• _What is needed_: Go through the data and copy each line where the string "roads" appears.

= Beginning of Section =

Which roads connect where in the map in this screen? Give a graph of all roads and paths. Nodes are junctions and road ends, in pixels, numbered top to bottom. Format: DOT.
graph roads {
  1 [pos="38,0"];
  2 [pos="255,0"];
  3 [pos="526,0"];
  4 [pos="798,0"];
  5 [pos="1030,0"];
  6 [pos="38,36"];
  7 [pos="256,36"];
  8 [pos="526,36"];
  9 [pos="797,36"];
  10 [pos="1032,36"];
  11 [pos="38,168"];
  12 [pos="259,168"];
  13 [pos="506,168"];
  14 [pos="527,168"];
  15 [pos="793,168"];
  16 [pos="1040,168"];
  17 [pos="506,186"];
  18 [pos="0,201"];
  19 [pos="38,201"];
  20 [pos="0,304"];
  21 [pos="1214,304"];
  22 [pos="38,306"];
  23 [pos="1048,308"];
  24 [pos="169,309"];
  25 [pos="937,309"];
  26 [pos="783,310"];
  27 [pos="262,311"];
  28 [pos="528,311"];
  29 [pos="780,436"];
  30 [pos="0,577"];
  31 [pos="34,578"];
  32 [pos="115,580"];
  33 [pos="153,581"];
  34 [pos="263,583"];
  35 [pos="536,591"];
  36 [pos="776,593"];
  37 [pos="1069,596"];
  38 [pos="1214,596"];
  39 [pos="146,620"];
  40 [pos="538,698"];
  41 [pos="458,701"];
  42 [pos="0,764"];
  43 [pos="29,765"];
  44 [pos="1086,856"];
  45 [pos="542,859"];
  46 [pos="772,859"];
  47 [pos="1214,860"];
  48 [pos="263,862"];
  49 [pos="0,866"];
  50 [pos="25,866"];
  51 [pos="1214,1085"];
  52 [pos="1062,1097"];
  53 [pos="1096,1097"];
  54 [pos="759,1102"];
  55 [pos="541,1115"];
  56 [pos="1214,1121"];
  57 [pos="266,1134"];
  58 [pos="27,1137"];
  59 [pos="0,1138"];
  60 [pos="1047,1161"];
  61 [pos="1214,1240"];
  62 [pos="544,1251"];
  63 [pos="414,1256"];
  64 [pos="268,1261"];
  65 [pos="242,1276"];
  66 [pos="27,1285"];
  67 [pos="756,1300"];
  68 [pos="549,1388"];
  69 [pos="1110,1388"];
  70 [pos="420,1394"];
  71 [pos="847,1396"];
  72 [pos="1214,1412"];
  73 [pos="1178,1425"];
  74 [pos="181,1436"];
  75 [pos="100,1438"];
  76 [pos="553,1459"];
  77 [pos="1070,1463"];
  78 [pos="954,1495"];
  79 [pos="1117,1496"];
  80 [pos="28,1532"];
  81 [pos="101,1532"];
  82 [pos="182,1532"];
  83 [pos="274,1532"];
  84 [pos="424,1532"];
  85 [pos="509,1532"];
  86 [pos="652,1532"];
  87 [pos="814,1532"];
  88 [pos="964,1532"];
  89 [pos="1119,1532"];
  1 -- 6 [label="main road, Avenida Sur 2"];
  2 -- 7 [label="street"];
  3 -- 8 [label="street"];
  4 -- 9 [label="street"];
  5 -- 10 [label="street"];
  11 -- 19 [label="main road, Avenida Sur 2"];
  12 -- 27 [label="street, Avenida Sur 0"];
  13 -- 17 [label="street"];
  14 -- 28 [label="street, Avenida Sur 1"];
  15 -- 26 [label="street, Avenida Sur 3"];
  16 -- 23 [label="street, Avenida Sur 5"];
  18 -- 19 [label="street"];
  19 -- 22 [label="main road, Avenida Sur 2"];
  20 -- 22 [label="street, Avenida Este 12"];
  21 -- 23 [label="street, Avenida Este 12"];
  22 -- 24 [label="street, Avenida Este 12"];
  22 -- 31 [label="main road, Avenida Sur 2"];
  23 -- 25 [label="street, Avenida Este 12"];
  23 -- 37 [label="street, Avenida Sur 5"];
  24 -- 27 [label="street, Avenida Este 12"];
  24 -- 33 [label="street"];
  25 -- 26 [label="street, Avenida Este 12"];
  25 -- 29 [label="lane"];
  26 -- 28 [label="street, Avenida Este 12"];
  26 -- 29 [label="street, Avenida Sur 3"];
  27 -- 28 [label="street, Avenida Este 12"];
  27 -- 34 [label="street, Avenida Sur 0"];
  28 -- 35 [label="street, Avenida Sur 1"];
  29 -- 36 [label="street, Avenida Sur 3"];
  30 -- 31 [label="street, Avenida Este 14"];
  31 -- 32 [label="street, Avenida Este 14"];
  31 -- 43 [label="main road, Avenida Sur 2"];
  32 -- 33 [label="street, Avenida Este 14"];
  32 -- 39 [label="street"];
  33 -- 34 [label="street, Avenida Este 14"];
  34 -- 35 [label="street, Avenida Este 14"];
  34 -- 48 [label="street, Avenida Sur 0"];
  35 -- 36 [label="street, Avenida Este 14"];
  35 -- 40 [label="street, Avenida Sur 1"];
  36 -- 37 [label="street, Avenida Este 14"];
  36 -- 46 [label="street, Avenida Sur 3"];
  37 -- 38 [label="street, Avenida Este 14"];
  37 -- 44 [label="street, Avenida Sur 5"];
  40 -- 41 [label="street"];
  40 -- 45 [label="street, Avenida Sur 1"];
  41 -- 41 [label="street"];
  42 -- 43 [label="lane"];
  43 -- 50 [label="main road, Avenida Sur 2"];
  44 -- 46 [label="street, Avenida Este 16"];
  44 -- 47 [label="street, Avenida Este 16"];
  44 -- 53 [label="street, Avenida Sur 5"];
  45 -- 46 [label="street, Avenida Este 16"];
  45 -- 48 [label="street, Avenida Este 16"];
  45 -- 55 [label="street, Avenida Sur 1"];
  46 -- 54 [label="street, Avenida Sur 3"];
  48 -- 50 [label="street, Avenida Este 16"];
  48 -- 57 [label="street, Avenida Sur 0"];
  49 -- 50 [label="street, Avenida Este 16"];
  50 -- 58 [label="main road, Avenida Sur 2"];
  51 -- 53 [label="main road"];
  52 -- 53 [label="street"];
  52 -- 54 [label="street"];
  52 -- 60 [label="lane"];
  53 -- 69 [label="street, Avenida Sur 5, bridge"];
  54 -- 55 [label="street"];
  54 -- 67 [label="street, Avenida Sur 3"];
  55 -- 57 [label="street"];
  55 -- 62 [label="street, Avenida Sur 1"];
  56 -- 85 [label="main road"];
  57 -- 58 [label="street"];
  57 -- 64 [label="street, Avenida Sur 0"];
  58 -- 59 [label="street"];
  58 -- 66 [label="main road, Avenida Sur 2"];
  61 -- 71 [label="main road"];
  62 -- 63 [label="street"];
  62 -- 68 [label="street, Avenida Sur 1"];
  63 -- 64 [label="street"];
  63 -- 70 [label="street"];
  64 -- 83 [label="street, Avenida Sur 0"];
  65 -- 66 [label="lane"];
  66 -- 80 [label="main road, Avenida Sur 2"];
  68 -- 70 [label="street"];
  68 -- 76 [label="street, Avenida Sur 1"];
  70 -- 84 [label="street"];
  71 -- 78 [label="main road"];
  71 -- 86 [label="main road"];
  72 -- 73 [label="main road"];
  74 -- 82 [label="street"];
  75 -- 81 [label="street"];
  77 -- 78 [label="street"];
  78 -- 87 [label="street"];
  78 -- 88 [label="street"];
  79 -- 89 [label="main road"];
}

= End of Section =

• _Result for this exercise_:
Which roads connect where in the map in this screen? Give a graph of all roads and paths. Nodes are junctions and road ends, in pixels, numbered top to bottom. Format: DOT.
graph roads {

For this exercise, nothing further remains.